Pandas version checks

  • [x] I have checked that this issue has not already been reported.

  • [x] I have confirmed this bug exists on the latest version of pandas.

  • [x] I have confirmed this bug exists on the main branch of pandas.

Reproducible Example

N/A

Issue Description

The Dockerfile doesn't contain any direct installation instruction of Pandas. The CI logs shows that it is installed as a dependency of fastparquet.

Collecting pandas>=1.5.0 (from fastparquet>=2024.11.0->-r /tmp/requirements-dev.txt (line 22))

Expected Behavior

Pandas should be explicitly installed from PyPi during the Docker build, or it should be built from source. The latter seems to be the preferred option, as the objective of the Dockerfile is to contribute to pandas.

Edit: Another option is to extend the documentation, adding instructions to build it from source.

Installed Versions

N/A

Comment From: WillAyd

I think this is intentional - if you install pandas as part of the image then you are snapshotting the version that was used at the time the image was built.

Comment From: Alvaro-Kothe

if you install pandas as part of the image then you are snapshotting the version that was used at the time the image was built.

I agree, considering that the goal is to provide a development environment. I think that it's best if we don't build pandas during docker build since the goal is to mount the repository. But the current behavior is flaky for the following reasons:

  1. If we drop all dependencies from environment.yml that depends on pandas, the "Build Docker Dev Environment" CI job will fail, since it won't be installed in the docker environment to call import pandas as pd.
  2. The Option 3: using Docker doesn't make it clear that the pandas you will be using is the one from PyPI, so it would be useful to state that you may need to build it from source if you want to modify the source code.

Comment From: WillAyd

Recently we've been moving away from Docker - not many contributors to pandas have been using it in all the years we have documented it, and it seems to cause more confusion than good.

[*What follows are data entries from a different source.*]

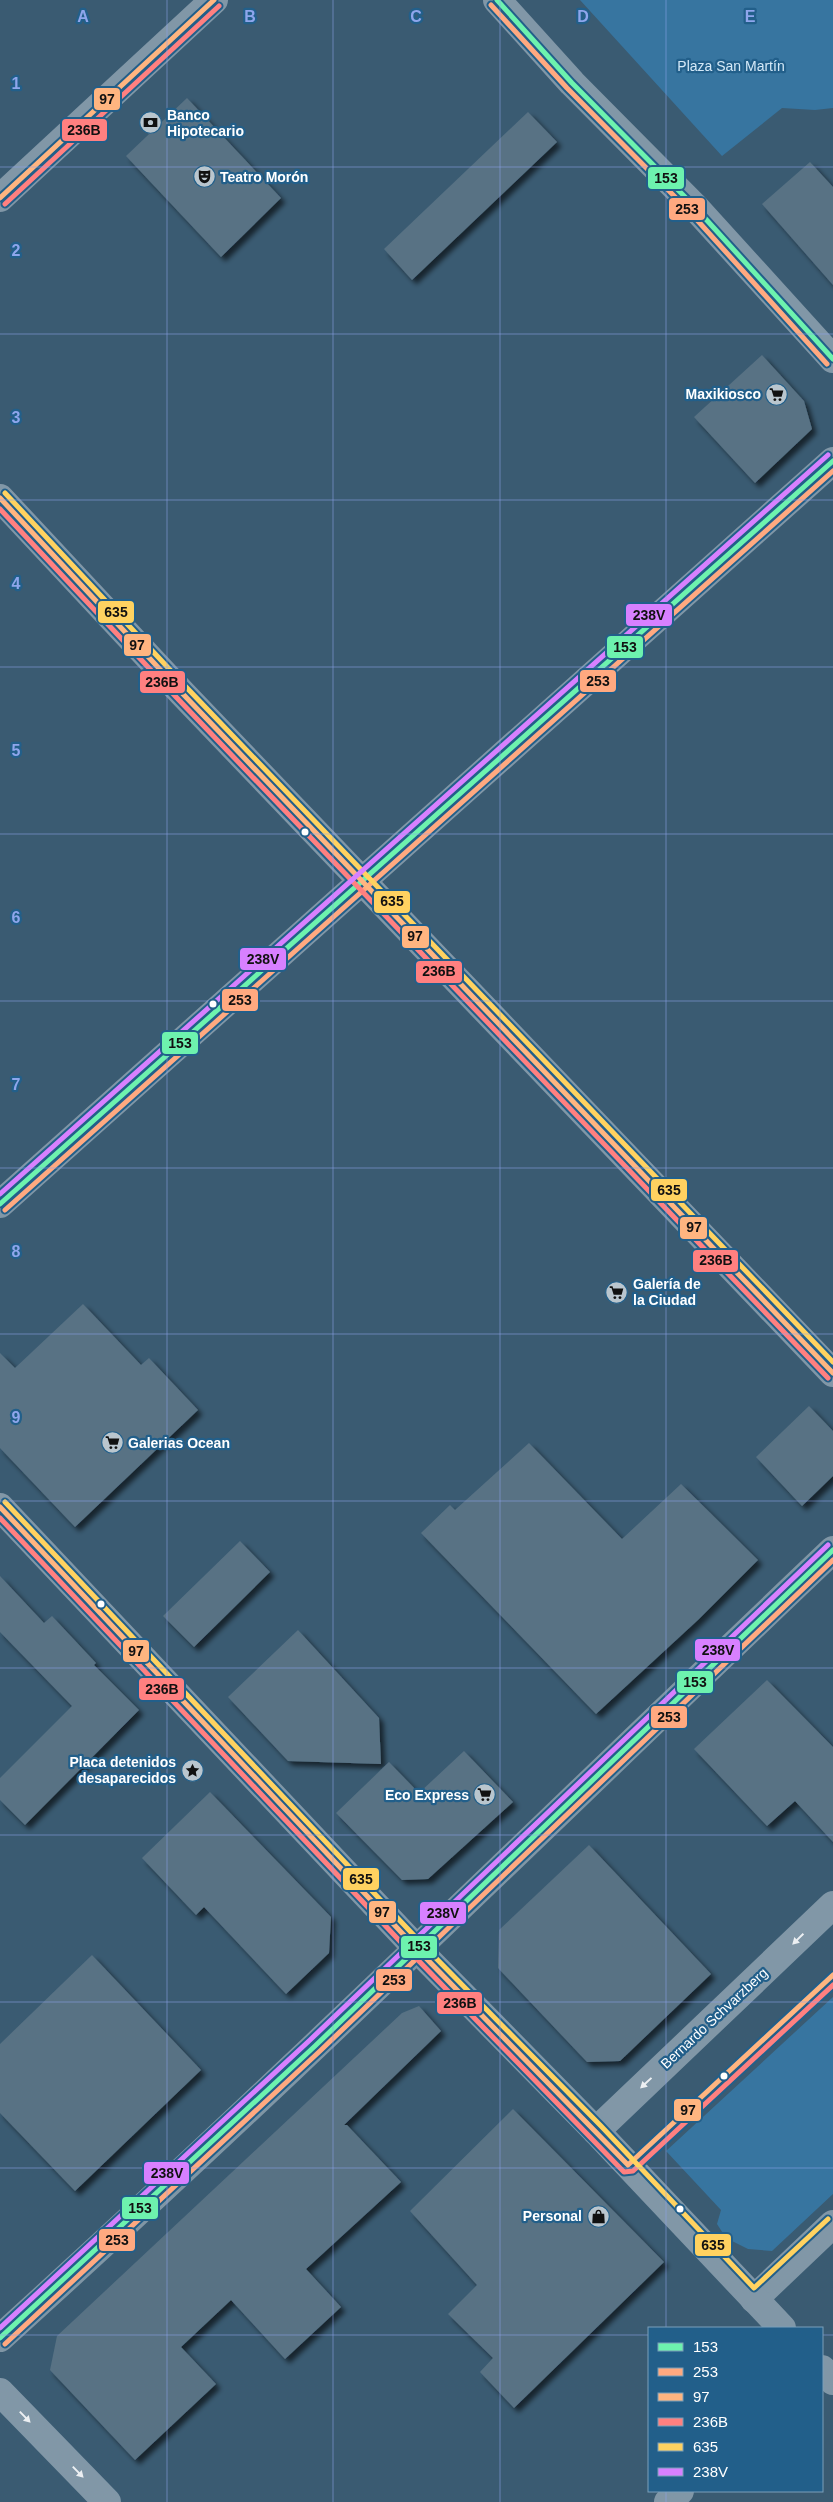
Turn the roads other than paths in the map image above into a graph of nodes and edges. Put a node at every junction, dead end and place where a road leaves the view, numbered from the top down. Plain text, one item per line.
1 (214, 0) edge
2 (497, 0) edge
3 (0, 198) edge
4 (833, 359) edge
5 (833, 461) edge
6 (0, 498) edge
7 (362, 881) junction
8 (0, 1204) edge
9 (833, 1373) edge
10 (0, 1507) edge
11 (833, 1550) edge
12 (833, 1905) edge
13 (418, 1950) junction
14 (596, 2131) junction
15 (833, 2224) edge
16 (754, 2299) junction
17 (781, 2327) edge
18 (0, 2338) edge
19 (823, 2370) edge
20 (833, 2381) edge
21 (0, 2392) edge
22 (679, 2492) edge
23 (107, 2502) edge
24 (668, 2502) edge

1 - 3 street
2 - 4 street
5 - 7 street
6 - 7 street
7 - 8 street
7 - 9 street
10 - 13 street
11 - 13 main road
12 -> 14 street, Bernardo Schvarzberg
13 - 14 street
13 - 18 main road
14 - 16 street
15 - 16 street
16 - 17 street
19 - 20 street
21 -> 23 street
22 - 24 street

That is not meant as an edict on Docker itself, but in our niche it appears not many developers use it enough to understand how it is supposed to work

That CI job seems fundamentally flawed - if it wants to run that type of test then it should install pandas into the container, not into the image. Regarding the documentation, I think others have been looking to remove that section, but I'm also OK to expand it if we want to clarify further

Comment From: mroeschke

I agree with @WillAyd's sentiment of removing the Docker development setup (and therefore Gitpod/devcontainer setup). I think we should just remove all of it since it's not really maintained in lock-step with our development dependencies.

I would be supportive of making a note in the documentation like "if you're trying to install these dependencies in a container, make sure you install the following system packages ..."